[Stored data entries]
╔══

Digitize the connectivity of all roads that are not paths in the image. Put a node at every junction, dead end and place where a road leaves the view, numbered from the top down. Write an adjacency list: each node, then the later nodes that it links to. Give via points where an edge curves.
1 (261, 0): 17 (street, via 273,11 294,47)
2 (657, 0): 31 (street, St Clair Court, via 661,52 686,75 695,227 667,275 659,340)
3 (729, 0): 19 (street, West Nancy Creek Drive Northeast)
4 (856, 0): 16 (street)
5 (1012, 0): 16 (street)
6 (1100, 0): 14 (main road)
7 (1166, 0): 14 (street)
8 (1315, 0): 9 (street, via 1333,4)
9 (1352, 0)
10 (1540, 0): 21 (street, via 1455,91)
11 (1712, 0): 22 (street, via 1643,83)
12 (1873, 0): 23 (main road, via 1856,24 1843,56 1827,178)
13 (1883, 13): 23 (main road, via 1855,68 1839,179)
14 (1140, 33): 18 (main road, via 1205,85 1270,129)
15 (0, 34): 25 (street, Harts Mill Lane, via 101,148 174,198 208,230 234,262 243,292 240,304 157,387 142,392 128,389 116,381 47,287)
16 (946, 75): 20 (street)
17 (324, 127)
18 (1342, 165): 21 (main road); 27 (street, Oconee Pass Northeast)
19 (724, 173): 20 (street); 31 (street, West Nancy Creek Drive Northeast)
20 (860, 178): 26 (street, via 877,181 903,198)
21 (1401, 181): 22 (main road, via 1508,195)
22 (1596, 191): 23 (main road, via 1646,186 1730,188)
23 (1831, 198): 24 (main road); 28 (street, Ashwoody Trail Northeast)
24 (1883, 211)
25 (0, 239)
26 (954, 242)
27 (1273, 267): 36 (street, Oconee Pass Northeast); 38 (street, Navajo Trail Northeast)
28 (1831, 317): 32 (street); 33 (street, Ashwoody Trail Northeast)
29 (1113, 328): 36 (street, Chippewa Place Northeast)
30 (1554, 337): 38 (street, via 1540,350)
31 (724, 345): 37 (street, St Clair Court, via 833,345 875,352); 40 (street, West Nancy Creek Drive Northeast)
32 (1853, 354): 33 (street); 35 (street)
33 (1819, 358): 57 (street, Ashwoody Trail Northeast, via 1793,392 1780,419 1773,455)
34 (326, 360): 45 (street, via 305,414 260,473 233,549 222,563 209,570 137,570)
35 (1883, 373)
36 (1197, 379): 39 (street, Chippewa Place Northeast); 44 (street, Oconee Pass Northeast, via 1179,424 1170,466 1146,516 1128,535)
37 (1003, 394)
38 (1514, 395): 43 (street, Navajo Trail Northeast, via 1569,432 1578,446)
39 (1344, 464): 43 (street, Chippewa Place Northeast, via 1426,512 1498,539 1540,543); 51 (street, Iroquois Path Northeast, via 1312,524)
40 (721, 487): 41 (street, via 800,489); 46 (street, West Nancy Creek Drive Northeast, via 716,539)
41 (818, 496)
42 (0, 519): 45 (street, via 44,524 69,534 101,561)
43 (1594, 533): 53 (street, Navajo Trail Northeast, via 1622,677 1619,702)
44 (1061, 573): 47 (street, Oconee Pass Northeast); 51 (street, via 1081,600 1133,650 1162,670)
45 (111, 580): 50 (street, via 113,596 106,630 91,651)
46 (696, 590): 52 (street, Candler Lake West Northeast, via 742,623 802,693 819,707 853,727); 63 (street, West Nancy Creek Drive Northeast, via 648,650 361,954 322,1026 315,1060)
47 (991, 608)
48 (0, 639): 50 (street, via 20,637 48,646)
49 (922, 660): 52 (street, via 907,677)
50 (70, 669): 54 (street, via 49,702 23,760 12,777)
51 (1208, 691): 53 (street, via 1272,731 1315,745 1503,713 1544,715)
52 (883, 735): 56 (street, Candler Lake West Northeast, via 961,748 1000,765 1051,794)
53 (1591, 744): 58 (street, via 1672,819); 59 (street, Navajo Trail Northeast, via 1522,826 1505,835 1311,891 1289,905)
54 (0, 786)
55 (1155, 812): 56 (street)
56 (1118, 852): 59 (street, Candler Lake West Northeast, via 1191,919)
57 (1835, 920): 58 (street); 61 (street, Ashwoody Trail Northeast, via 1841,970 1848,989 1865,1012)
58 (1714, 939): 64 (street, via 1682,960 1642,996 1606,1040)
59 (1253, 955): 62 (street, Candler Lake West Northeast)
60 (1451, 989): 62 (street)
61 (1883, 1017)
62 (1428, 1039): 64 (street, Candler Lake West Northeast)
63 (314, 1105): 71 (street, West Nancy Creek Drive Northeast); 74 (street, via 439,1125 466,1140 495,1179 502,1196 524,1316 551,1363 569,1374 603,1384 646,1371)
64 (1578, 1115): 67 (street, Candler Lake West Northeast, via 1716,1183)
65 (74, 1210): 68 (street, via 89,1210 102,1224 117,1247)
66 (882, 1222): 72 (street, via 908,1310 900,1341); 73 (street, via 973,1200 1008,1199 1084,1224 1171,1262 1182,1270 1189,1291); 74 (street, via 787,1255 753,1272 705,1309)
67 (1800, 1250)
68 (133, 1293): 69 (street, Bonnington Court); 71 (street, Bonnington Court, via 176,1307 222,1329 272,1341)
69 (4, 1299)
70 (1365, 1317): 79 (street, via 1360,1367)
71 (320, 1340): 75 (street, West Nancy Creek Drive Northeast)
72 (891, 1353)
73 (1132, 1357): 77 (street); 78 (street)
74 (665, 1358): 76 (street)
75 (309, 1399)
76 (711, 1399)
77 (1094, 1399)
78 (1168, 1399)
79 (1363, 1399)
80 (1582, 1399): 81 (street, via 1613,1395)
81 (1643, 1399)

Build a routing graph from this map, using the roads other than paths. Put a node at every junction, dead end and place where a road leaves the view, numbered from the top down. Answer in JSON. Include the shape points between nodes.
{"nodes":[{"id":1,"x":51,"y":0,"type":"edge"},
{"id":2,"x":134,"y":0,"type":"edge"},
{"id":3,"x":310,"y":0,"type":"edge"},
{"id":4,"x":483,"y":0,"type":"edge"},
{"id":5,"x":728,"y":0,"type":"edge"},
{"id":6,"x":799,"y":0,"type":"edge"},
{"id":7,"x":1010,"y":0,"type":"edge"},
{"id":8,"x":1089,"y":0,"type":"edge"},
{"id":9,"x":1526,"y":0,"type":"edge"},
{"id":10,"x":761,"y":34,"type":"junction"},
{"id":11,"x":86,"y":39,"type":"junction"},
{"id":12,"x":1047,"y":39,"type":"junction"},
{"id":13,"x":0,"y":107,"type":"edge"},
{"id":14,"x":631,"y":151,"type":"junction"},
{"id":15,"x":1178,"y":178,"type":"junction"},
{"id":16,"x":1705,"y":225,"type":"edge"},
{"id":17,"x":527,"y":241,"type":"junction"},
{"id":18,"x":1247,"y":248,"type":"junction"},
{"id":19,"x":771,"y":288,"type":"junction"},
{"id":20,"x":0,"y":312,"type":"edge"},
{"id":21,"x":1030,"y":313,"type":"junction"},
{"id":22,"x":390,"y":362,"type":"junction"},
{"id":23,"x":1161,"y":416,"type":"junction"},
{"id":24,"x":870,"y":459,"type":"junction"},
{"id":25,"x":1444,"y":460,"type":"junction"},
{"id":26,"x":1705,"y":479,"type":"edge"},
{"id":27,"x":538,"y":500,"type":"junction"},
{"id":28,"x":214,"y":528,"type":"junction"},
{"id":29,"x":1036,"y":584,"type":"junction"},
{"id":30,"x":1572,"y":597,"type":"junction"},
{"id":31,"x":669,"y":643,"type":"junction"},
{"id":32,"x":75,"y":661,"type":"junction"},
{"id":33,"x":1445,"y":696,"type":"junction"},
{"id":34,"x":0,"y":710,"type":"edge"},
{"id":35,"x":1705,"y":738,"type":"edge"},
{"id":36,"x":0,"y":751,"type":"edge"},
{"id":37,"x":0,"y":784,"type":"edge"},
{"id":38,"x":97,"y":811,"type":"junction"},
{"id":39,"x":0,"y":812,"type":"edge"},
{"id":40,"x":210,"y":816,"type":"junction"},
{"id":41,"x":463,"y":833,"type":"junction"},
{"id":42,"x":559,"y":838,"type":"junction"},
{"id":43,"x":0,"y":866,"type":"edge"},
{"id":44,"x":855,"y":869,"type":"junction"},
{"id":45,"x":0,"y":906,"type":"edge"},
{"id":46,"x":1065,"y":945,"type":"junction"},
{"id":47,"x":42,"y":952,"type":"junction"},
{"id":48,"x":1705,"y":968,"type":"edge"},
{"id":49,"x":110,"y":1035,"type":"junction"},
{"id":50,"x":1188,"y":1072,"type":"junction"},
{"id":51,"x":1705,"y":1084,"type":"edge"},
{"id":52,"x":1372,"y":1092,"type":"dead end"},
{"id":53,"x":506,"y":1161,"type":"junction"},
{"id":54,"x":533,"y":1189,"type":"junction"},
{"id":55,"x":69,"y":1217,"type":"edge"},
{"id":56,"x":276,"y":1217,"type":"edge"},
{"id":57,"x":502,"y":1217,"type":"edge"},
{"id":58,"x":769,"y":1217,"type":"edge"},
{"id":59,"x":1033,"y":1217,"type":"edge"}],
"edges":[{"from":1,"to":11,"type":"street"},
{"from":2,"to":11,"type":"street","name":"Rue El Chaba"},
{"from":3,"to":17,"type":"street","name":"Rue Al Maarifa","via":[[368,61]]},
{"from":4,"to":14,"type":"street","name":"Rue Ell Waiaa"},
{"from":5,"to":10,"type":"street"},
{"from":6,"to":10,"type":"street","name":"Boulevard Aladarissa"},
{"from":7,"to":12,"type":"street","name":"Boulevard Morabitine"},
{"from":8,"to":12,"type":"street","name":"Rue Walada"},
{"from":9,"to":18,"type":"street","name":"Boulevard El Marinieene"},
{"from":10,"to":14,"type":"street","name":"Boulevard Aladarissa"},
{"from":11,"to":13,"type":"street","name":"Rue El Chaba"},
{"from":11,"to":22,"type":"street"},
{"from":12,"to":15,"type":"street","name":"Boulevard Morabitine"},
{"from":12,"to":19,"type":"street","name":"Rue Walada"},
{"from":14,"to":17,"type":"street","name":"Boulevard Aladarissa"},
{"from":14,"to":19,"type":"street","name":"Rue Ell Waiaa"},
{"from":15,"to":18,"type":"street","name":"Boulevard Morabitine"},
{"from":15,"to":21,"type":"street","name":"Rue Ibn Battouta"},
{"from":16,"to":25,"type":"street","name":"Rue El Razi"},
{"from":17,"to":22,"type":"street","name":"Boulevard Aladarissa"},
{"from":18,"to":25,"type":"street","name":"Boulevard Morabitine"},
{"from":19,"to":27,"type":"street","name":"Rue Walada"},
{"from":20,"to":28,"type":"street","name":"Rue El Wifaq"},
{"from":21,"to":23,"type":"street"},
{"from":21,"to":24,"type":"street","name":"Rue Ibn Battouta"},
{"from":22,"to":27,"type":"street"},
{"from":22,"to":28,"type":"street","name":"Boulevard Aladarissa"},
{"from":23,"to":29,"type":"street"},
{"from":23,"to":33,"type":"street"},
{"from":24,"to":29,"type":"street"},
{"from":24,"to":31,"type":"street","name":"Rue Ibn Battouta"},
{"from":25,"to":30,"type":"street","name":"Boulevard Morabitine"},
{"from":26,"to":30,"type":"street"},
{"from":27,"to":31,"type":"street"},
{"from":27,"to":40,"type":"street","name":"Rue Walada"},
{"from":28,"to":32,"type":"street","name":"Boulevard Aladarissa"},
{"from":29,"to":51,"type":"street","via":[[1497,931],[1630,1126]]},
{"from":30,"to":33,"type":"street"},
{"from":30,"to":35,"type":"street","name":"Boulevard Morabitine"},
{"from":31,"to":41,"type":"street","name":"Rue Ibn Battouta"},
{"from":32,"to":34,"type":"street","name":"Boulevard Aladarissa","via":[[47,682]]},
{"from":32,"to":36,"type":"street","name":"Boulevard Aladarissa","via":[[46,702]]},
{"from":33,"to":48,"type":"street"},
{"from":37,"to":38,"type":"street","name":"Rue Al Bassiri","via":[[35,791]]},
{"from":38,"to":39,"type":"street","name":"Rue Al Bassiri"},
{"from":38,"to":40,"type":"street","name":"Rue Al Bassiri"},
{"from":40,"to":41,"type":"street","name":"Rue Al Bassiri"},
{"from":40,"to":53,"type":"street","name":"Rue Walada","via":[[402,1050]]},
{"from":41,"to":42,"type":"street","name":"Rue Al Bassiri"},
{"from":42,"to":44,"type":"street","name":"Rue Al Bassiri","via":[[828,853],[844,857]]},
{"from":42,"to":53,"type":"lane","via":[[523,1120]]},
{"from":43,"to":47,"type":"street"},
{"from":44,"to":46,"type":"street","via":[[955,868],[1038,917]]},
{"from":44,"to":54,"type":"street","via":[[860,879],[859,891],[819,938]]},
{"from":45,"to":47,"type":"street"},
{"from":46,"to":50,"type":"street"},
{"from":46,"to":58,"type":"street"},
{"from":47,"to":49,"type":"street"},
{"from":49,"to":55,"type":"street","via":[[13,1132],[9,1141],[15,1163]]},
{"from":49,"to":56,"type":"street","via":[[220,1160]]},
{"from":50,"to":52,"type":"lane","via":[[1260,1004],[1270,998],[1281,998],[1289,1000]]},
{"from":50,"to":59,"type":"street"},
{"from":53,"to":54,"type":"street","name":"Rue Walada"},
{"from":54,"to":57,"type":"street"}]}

╚══

> _WORK ORDER_
Every line above in which the word "Clair" is present must be copied into the answer.

> _EXPECTED ANSWER_
2 (657, 0): 31 (street, St Clair Court, via 661,52 686,75 695,227 667,275 659,340)
31 (724, 345): 37 (street, St Clair Court, via 833,345 875,352); 40 (street, West Nancy Creek Drive Northeast)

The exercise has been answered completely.